Desde cedo esses jovens aprendem a idolatrar personagens vendidos pelas tevês de todo o mundo, muitos passam a viver em um mundo paralelo, deixando até mesmo de ir às aulas para comparecer a um evento do artista preferido. Claro que é fundamental que esses jovens e crianças tenham momentos de lazer, mas não podemos esquecer que essa é uma fase passageira e que será essencial na vida adulta dessas pessoas. Os estudantes têm de aprender a ter responsabilidades, mesmo que isso signifique sair de casa muito mais cedo para não chegar atrasado. Pior ainda é saber que muitos deles se atrasam em provas que ocorrem só uma vez ao ano como é o caso do Enem ou dos vestibulares. A responsabilidade é o mínimo que se pode exigir de um jovem que se diz independente e maduro.

Em São Paulo, por causa dos problemas na prova do Enem e após um movimento que surgiu em uma comunidade do Orkut, estudantes do ensino médio, indignados, se reuniram para chamar a atenção do governo. O exame realmente teve alguns problemas, além da ordem das perguntas não coincidir com os espaços na folha de resposta, houve repetição ou ausência de questões em parte das provas aplicadas. O Inep (instituto do MEC que aplica o exame) reconheceu que parte das provas amarelas tinha duas páginas com as mesmas perguntas e foi marcada nova data para quem foi afetado pelo erro. A ideia dos estudantes de chamar a atenção do governo é muito importante para o desenvolvimento do país, mas neste caso eles queriam chamar atenção para quê? Não que não seja importante o fato de que o Enem trouxe dor de cabeça para muitos estudantes, mas eles têm que entender que existem situações bem mais preocupantes que precisam ser encaradas e combatidas, principalmente na educação brasileira.

Recente pesquisa mostra que a proporção de diretores ou supervisores não efetivos cresce há dois anos. A proporção de professores temporários ainda é grande. Além disso, o país tem um grande desafio pela frente e que precisa do apoio e participação de todos, além de reduzir o percentual de brasileiros que não sabem ler e escrever (10%), o país precisa combater o chamado analfabetismo funcional, que atinge 25% da população com mais de 15 anos, de acordo com a última Pesquisa Nacional por Amostra de Domicílios (Pnad), do Instituto Brasileiro de Geografia e Estatística (IBGE). Para a Organização das Nações Unidas para a Educação, a Ciência e a Cultura (Unesco) o chamado analfabeto funcional é o indivíduo com menos de quatro anos de estudo completos; em geral é a pessoa que lê e escreve frases simples, mas não é capaz de interpretar textos e colocar ideias no papel.
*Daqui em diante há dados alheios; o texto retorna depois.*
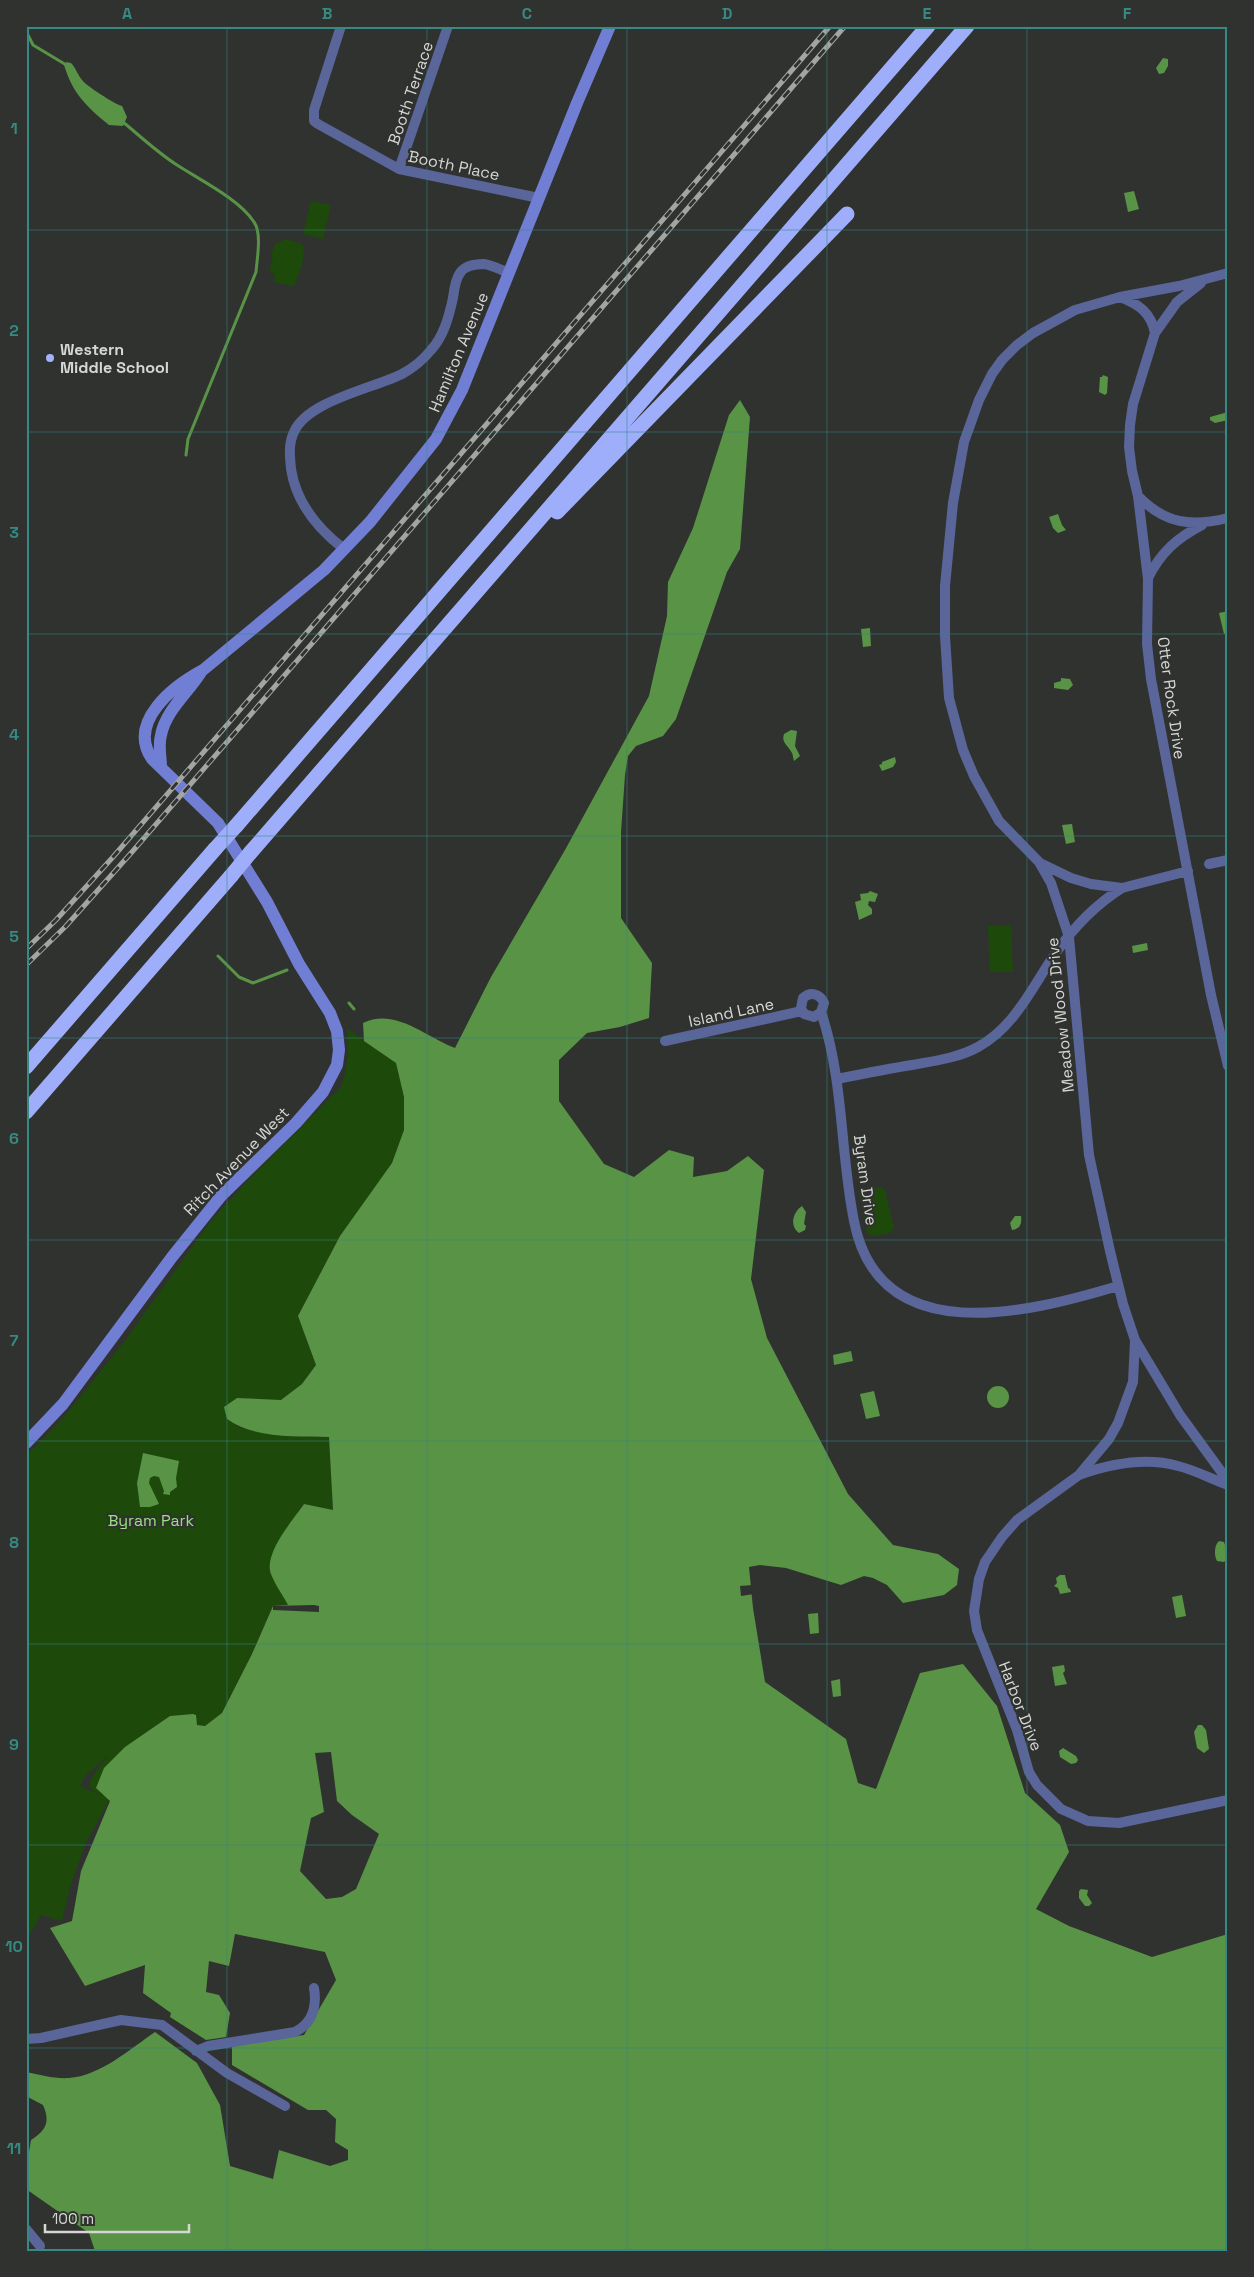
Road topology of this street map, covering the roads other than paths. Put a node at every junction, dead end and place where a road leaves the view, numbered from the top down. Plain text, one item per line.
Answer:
1 (342, 26) edge
2 (448, 26) edge
3 (610, 26) edge
4 (928, 26) edge
5 (967, 26) edge
6 (399, 169) junction
7 (539, 198) junction
8 (847, 214) dead end
9 (509, 273) junction
10 (1228, 273) edge
11 (1208, 278) junction
12 (1120, 297) junction
13 (1155, 333) junction
14 (1138, 496) junction
15 (1228, 518) edge
16 (1204, 524) junction
17 (344, 549) junction
18 (494, 572) junction
19 (1148, 579) junction
20 (1228, 860) edge
21 (1038, 862) junction
22 (1209, 864) dead end
23 (1188, 871) junction
24 (1122, 888) junction
25 (267, 902) joint
26 (1069, 937) junction
27 (802, 1011) junction
28 (821, 1012) junction
29 (665, 1041) dead end
30 (1228, 1066) edge
31 (26, 1067) edge
32 (837, 1079) junction
33 (26, 1112) edge
34 (1118, 1286) junction
35 (1135, 1340) junction
36 (26, 1443) edge
37 (1079, 1475) junction
38 (1228, 1483) edge
39 (1228, 1800) edge
40 (314, 1988) dead end
41 (26, 2038) edge
42 (196, 2051) junction
43 (285, 2106) dead end
44 (26, 2229) edge
45 (40, 2246) dead end

1 - 6 street, Booth Place
2 - 6 street, Booth Terrace
3 - 7 main road, Hamilton Avenue
4 - 31 highway, bridge
5 - 18 highway
6 - 7 street, Booth Place
7 - 9 main road, Hamilton Avenue
8 - 18 highway
9 - 17 main road, Hamilton Avenue
9 - 17 street
10 - 11 street, Meadow Wood Drive
11 - 12 street, Meadow Wood Drive
11 - 13 street, Otter Rock Drive
12 - 13 street
12 - 21 street, Meadow Wood Drive
13 - 14 street, Otter Rock Drive
14 - 16 street
14 - 19 street, Otter Rock Drive
15 - 16 street
16 - 19 street
17 - 25 main road, Hamilton Avenue
18 - 33 highway, bridge
19 - 23 street, Otter Rock Drive
20 - 22 street
21 - 24 street
21 - 26 street, Meadow Wood Drive
23 - 24 street
23 - 30 street, Otter Rock Drive
24 - 26 street
25 - 36 main road, Ritch Avenue West
26 - 32 street
26 - 34 street, Meadow Wood Drive
27 - 28 street
27 - 28 street, Byram Drive
27 - 29 street, Island Lane
28 - 32 street, Byram Drive
32 - 34 street, Byram Drive
34 - 35 street, Meadow Wood Drive
35 - 37 street, Harbor Drive
35 - 38 street, Meadow Wood Drive
37 - 38 street, Harbor Drive
37 - 39 street, Harbor Drive
40 - 42 street
41 - 42 street
42 - 43 street
44 - 45 street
Infelizmente, a educação não tem sido prioridade em nosso país, tenho esperanças que esse novo governo traga uma renovação educacional, mas antes disso é importante que todos entendam que para que o nosso país cresça é importante mudarmos, investindo mais tempo na leitura e reflexão, além de incentivar nossos jovens a participarem de maneira mais efetiva em suas escolas, porque como disse o educador e filósofo Paulo Freire (1921 - 1997) "se a educação sozinha não transforma a sociedade, sem ela tampouco a sociedade muda". A educação transformadora ao qual Freire se refere não se restringe a sala de aula, mas sim a uma educação cultural construída e cultivada por toda uma sociedade. Acordem estudantes! Mudem suas prioridades e passem a levar a vida e os estudos com mais seriedade.



*Gilmaci Santos é deputado estadual pelo PRB e presidente estadual do partido. Participa das comissões de Defesa dos Direitos do Consumidor e de Economia e Planejamento da Assembleia.